-- Exercise brief --
Looking at the records below, state how many lines include the string "canvas" and add nothing further.

-- Data supplied --
——

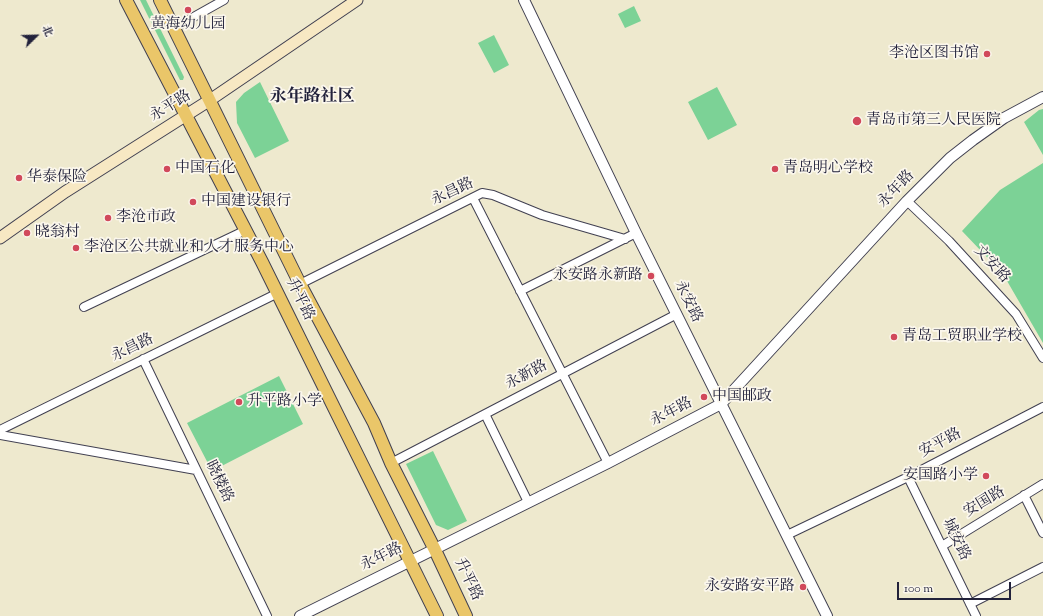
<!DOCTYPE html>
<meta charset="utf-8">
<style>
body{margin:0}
#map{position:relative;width:1043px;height:616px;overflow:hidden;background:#eee9ce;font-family:"Sorts Mill Goudy","Noto Serif SC",serif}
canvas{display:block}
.north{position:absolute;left:16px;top:16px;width:40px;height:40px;-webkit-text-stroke:3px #fbf7ec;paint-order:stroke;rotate:67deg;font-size:11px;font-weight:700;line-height:16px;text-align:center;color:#22223b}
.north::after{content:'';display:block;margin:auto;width:14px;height:18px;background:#22223b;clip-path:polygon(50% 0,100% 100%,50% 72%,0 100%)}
.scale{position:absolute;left:897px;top:582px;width:114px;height:18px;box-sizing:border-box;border:2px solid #22223b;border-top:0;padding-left:5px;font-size:12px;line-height:14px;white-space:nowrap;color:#22223b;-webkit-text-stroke:3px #fbf7ec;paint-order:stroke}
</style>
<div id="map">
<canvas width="1043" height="616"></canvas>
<div class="north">北</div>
<div class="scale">100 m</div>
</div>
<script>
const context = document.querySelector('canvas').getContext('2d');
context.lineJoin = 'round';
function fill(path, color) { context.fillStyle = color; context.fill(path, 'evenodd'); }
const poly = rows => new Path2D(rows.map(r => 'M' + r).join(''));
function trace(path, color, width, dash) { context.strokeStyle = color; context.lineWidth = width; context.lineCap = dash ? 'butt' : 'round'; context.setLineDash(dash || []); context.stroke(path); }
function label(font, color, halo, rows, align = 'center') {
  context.font = font + ' "Sorts Mill Goudy","Noto Serif SC",serif'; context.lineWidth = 3.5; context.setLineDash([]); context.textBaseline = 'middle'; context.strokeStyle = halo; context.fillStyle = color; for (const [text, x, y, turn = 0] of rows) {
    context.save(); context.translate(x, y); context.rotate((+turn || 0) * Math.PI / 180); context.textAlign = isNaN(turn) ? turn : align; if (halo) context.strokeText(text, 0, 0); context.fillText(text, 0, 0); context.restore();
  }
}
fill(poly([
 [140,0,146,0,184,77,183,80,180,80],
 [634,6,641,21,625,28,618,14],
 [494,35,509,65,494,73,478,43],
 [260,82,289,141,255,158,237,123,236,102,244,93],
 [717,87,737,125,708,140,688,102],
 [1043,109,1043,155,1024,122,1039,110],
 [1043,163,1043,343,1003,274,962,231,1000,190],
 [279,376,303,424,212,471,187,423],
 [433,451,467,521,448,530,436,525,406,464]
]), '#7cd296');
const minor = poly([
 [174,28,224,0],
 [473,198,608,463],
 [907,201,949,241,1016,314,1043,358],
 [300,284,482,193,493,195,542,215,625,239],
 [520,291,636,233],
 [84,307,246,230],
 [143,359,267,616],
 [485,414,528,502],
 [0,430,278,293],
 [0,435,196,470],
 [391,463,677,314],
 [908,477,976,616],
 [1024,495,1043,533],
 [787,535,908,477,1043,407],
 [942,546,1043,484],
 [970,604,1043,567]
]);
const tertiary = poly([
 [524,0,636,233,827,616],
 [300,616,608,463,721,404,907,201,950,158,973,140,1004,118,1043,97]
]);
const secondary = poly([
 [0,238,65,192,210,100,357,0]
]);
const primary = poly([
 [126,0,262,262,437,616],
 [160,0,300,284,374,423,391,463,435,550,466,616]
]);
trace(minor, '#414051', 10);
trace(tertiary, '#414051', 12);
trace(secondary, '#414051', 13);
trace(primary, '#414051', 14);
trace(minor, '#fff', 8);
trace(tertiary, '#fff', 10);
trace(secondary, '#f7e8c3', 11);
trace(primary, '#eac669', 12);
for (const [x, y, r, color] of [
 [188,10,4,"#d1495b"],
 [987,54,4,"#d1495b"],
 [857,121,5,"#d1495b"],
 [167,169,4,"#d1495b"],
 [775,169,4,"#d1495b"],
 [19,178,4,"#d1495b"],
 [193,202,4,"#d1495b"],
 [108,218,4,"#d1495b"],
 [27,233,4,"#d1495b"],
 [76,248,4,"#d1495b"],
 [651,276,4,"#d1495b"],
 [894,337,4,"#d1495b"],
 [704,397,4,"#d1495b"],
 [239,402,4,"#d1495b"],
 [986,476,4,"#d1495b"],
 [803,587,4,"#d1495b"]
]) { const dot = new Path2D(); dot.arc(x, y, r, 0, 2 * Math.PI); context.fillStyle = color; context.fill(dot); trace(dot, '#fbf7ec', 1.5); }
label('15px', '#22223b', '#fbf7ec', [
 ["黄海幼儿园",188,25,"center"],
 ["李沧区图书馆",979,54,"right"],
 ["青岛市第三人民医院",866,121],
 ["中国石化",175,169],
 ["青岛明心学校",783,169],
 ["华泰保险",27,178],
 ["中国建设银行",201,202],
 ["李沧市政",116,218],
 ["晓翁村",35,233],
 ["李沧区公共就业和人才服务中心",84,248],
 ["永安路永新路",643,276,"right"],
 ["青岛工贸职业学校",902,337],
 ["中国邮政",712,397],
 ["升平路小学",247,402],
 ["安国路小学",978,476,"right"],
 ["永安路安平路",795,587,"right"]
], 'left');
label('15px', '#22223b', '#fbf7ec', [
 ["永平路",171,107,-32],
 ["永年路",897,190,-46],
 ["永昌路",453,193,-25],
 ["文安路",991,265,47],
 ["升平路",299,300,64],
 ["永安路",687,302,64],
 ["永昌路",133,349,-26],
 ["永新路",527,376,-28],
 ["永年路",672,413,-27],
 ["安平路",941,444,-28],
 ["晓楼路",218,482,64],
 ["安国路",985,503,-31],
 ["城安路",955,540,64],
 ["永年路",382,558,-26],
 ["升平路",467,580,65]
]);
label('bold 17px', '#22223b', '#fbf7ec', [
 ["永年路社区",312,98]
]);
</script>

——

-- Task output --
3